ASSIGNMENT:
Could you repeat the whole listing below exactly as it stands?

MATERIAL FOR THE TASK:
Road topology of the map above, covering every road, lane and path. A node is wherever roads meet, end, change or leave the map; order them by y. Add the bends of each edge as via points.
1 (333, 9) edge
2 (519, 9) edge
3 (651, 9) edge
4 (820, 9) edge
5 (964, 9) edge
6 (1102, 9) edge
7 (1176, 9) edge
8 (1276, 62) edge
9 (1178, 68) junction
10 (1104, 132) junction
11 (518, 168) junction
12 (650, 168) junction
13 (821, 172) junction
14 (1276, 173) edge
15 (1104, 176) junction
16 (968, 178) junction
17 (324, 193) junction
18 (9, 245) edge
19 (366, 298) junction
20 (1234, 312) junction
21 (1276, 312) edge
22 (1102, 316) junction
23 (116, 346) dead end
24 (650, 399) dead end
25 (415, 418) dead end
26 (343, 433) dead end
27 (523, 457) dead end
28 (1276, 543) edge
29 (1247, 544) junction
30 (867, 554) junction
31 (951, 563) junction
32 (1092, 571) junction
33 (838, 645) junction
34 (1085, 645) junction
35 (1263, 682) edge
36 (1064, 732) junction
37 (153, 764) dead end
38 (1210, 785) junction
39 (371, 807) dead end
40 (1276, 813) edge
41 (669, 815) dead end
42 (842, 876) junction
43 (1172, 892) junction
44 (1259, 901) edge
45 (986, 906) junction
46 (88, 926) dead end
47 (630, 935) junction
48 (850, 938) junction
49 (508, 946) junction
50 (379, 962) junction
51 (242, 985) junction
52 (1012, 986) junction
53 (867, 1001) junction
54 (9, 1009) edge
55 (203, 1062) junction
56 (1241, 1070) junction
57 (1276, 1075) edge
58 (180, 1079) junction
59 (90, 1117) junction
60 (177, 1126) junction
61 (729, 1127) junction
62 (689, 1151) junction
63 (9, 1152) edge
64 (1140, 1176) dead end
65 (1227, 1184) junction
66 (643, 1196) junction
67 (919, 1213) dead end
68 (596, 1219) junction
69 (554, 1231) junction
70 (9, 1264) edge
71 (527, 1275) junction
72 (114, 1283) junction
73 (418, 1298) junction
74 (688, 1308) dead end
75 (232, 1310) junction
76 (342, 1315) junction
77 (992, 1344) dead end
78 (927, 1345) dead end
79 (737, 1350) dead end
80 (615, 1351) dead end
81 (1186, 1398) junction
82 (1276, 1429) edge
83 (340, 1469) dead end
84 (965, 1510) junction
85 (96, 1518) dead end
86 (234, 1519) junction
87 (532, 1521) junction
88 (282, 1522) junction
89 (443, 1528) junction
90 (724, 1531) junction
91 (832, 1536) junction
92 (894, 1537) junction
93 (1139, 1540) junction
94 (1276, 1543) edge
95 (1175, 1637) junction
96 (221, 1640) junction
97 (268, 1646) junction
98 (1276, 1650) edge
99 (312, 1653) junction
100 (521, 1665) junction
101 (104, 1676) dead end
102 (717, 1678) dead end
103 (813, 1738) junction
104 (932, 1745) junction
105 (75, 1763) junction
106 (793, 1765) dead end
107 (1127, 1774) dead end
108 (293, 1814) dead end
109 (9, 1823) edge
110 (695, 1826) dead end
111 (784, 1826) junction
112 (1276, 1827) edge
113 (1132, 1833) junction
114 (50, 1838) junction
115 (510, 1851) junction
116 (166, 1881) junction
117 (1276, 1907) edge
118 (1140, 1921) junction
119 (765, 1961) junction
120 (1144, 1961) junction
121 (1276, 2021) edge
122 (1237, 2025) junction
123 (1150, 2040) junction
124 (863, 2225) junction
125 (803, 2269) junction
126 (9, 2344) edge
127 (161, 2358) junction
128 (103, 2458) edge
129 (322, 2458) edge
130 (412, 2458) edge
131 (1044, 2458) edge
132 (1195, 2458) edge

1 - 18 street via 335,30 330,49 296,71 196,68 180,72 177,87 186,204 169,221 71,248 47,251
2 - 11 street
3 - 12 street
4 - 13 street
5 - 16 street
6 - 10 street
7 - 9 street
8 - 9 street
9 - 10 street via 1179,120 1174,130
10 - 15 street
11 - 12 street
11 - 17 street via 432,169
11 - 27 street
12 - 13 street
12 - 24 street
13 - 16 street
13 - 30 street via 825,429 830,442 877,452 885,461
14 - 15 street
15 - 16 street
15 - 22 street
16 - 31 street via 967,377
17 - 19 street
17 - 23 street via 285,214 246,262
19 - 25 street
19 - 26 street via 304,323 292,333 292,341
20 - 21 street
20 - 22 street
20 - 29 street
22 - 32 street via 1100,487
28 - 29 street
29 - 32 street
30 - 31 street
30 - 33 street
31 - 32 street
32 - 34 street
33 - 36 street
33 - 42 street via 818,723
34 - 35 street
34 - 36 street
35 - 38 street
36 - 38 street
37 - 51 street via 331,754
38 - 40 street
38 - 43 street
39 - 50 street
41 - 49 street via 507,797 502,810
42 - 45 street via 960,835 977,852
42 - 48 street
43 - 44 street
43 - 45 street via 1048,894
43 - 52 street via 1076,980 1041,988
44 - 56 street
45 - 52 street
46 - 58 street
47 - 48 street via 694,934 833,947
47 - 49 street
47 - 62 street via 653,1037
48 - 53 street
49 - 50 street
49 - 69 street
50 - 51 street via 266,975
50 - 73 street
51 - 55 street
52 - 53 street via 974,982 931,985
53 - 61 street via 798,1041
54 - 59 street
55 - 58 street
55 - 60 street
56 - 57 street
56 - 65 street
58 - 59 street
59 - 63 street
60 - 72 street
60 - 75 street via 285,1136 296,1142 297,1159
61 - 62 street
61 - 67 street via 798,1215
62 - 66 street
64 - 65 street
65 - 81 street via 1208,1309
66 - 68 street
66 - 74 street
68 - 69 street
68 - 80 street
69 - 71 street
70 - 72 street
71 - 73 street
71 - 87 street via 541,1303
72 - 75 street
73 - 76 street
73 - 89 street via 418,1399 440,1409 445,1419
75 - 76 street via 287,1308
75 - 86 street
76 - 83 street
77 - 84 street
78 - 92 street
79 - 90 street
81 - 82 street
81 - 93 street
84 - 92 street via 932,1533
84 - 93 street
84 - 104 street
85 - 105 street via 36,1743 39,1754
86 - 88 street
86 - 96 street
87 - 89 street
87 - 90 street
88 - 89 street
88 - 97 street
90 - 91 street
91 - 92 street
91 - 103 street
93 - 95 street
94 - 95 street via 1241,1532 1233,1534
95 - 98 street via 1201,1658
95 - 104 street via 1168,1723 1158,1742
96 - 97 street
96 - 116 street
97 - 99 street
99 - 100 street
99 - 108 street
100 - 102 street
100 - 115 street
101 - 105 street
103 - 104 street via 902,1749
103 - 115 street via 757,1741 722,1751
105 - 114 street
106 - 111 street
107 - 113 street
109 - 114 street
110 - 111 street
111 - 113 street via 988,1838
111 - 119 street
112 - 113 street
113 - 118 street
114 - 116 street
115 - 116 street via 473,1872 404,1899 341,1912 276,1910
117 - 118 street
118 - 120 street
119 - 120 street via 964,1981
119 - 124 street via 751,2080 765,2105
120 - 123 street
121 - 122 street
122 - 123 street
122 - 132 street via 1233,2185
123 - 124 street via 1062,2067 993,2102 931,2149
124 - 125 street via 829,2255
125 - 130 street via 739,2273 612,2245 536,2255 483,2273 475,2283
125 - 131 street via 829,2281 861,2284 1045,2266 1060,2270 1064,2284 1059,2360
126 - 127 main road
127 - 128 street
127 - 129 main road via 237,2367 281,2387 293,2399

OUTPUT OF THE EXERCISE:
Road topology of the map above, covering every road, lane and path. A node is wherever roads meet, end, change or leave the map; order them by y. Add the bends of each edge as via points.
1 (333, 9) edge
2 (519, 9) edge
3 (651, 9) edge
4 (820, 9) edge
5 (964, 9) edge
6 (1102, 9) edge
7 (1176, 9) edge
8 (1276, 62) edge
9 (1178, 68) junction
10 (1104, 132) junction
11 (518, 168) junction
12 (650, 168) junction
13 (821, 172) junction
14 (1276, 173) edge
15 (1104, 176) junction
16 (968, 178) junction
17 (324, 193) junction
18 (9, 245) edge
19 (366, 298) junction
20 (1234, 312) junction
21 (1276, 312) edge
22 (1102, 316) junction
23 (116, 346) dead end
24 (650, 399) dead end
25 (415, 418) dead end
26 (343, 433) dead end
27 (523, 457) dead end
28 (1276, 543) edge
29 (1247, 544) junction
30 (867, 554) junction
31 (951, 563) junction
32 (1092, 571) junction
33 (838, 645) junction
34 (1085, 645) junction
35 (1263, 682) edge
36 (1064, 732) junction
37 (153, 764) dead end
38 (1210, 785) junction
39 (371, 807) dead end
40 (1276, 813) edge
41 (669, 815) dead end
42 (842, 876) junction
43 (1172, 892) junction
44 (1259, 901) edge
45 (986, 906) junction
46 (88, 926) dead end
47 (630, 935) junction
48 (850, 938) junction
49 (508, 946) junction
50 (379, 962) junction
51 (242, 985) junction
52 (1012, 986) junction
53 (867, 1001) junction
54 (9, 1009) edge
55 (203, 1062) junction
56 (1241, 1070) junction
57 (1276, 1075) edge
58 (180, 1079) junction
59 (90, 1117) junction
60 (177, 1126) junction
61 (729, 1127) junction
62 (689, 1151) junction
63 (9, 1152) edge
64 (1140, 1176) dead end
65 (1227, 1184) junction
66 (643, 1196) junction
67 (919, 1213) dead end
68 (596, 1219) junction
69 (554, 1231) junction
70 (9, 1264) edge
71 (527, 1275) junction
72 (114, 1283) junction
73 (418, 1298) junction
74 (688, 1308) dead end
75 (232, 1310) junction
76 (342, 1315) junction
77 (992, 1344) dead end
78 (927, 1345) dead end
79 (737, 1350) dead end
80 (615, 1351) dead end
81 (1186, 1398) junction
82 (1276, 1429) edge
83 (340, 1469) dead end
84 (965, 1510) junction
85 (96, 1518) dead end
86 (234, 1519) junction
87 (532, 1521) junction
88 (282, 1522) junction
89 (443, 1528) junction
90 (724, 1531) junction
91 (832, 1536) junction
92 (894, 1537) junction
93 (1139, 1540) junction
94 (1276, 1543) edge
95 (1175, 1637) junction
96 (221, 1640) junction
97 (268, 1646) junction
98 (1276, 1650) edge
99 (312, 1653) junction
100 (521, 1665) junction
101 (104, 1676) dead end
102 (717, 1678) dead end
103 (813, 1738) junction
104 (932, 1745) junction
105 (75, 1763) junction
106 (793, 1765) dead end
107 (1127, 1774) dead end
108 (293, 1814) dead end
109 (9, 1823) edge
110 (695, 1826) dead end
111 (784, 1826) junction
112 (1276, 1827) edge
113 (1132, 1833) junction
114 (50, 1838) junction
115 (510, 1851) junction
116 (166, 1881) junction
117 (1276, 1907) edge
118 (1140, 1921) junction
119 (765, 1961) junction
120 (1144, 1961) junction
121 (1276, 2021) edge
122 (1237, 2025) junction
123 (1150, 2040) junction
124 (863, 2225) junction
125 (803, 2269) junction
126 (9, 2344) edge
127 (161, 2358) junction
128 (103, 2458) edge
129 (322, 2458) edge
130 (412, 2458) edge
131 (1044, 2458) edge
132 (1195, 2458) edge

1 - 18 street via 335,30 330,49 296,71 196,68 180,72 177,87 186,204 169,221 71,248 47,251
2 - 11 street
3 - 12 street
4 - 13 street
5 - 16 street
6 - 10 street
7 - 9 street
8 - 9 street
9 - 10 street via 1179,120 1174,130
10 - 15 street
11 - 12 street
11 - 17 street via 432,169
11 - 27 street
12 - 13 street
12 - 24 street
13 - 16 street
13 - 30 street via 825,429 830,442 877,452 885,461
14 - 15 street
15 - 16 street
15 - 22 street
16 - 31 street via 967,377
17 - 19 street
17 - 23 street via 285,214 246,262
19 - 25 street
19 - 26 street via 304,323 292,333 292,341
20 - 21 street
20 - 22 street
20 - 29 street
22 - 32 street via 1100,487
28 - 29 street
29 - 32 street
30 - 31 street
30 - 33 street
31 - 32 street
32 - 34 street
33 - 36 street
33 - 42 street via 818,723
34 - 35 street
34 - 36 street
35 - 38 street
36 - 38 street
37 - 51 street via 331,754
38 - 40 street
38 - 43 street
39 - 50 street
41 - 49 street via 507,797 502,810
42 - 45 street via 960,835 977,852
42 - 48 street
43 - 44 street
43 - 45 street via 1048,894
43 - 52 street via 1076,980 1041,988
44 - 56 street
45 - 52 street
46 - 58 street
47 - 48 street via 694,934 833,947
47 - 49 street
47 - 62 street via 653,1037
48 - 53 street
49 - 50 street
49 - 69 street
50 - 51 street via 266,975
50 - 73 street
51 - 55 street
52 - 53 street via 974,982 931,985
53 - 61 street via 798,1041
54 - 59 street
55 - 58 street
55 - 60 street
56 - 57 street
56 - 65 street
58 - 59 street
59 - 63 street
60 - 72 street
60 - 75 street via 285,1136 296,1142 297,1159
61 - 62 street
61 - 67 street via 798,1215
62 - 66 street
64 - 65 street
65 - 81 street via 1208,1309
66 - 68 street
66 - 74 street
68 - 69 street
68 - 80 street
69 - 71 street
70 - 72 street
71 - 73 street
71 - 87 street via 541,1303
72 - 75 street
73 - 76 street
73 - 89 street via 418,1399 440,1409 445,1419
75 - 76 street via 287,1308
75 - 86 street
76 - 83 street
77 - 84 street
78 - 92 street
79 - 90 street
81 - 82 street
81 - 93 street
84 - 92 street via 932,1533
84 - 93 street
84 - 104 street
85 - 105 street via 36,1743 39,1754
86 - 88 street
86 - 96 street
87 - 89 street
87 - 90 street
88 - 89 street
88 - 97 street
90 - 91 street
91 - 92 street
91 - 103 street
93 - 95 street
94 - 95 street via 1241,1532 1233,1534
95 - 98 street via 1201,1658
95 - 104 street via 1168,1723 1158,1742
96 - 97 street
96 - 116 street
97 - 99 street
99 - 100 street
99 - 108 street
100 - 102 street
100 - 115 street
101 - 105 street
103 - 104 street via 902,1749
103 - 115 street via 757,1741 722,1751
105 - 114 street
106 - 111 street
107 - 113 street
109 - 114 street
110 - 111 street
111 - 113 street via 988,1838
111 - 119 street
112 - 113 street
113 - 118 street
114 - 116 street
115 - 116 street via 473,1872 404,1899 341,1912 276,1910
117 - 118 street
118 - 120 street
119 - 120 street via 964,1981
119 - 124 street via 751,2080 765,2105
120 - 123 street
121 - 122 street
122 - 123 street
122 - 132 street via 1233,2185
123 - 124 street via 1062,2067 993,2102 931,2149
124 - 125 street via 829,2255
125 - 130 street via 739,2273 612,2245 536,2255 483,2273 475,2283
125 - 131 street via 829,2281 861,2284 1045,2266 1060,2270 1064,2284 1059,2360
126 - 127 main road
127 - 128 street
127 - 129 main road via 237,2367 281,2387 293,2399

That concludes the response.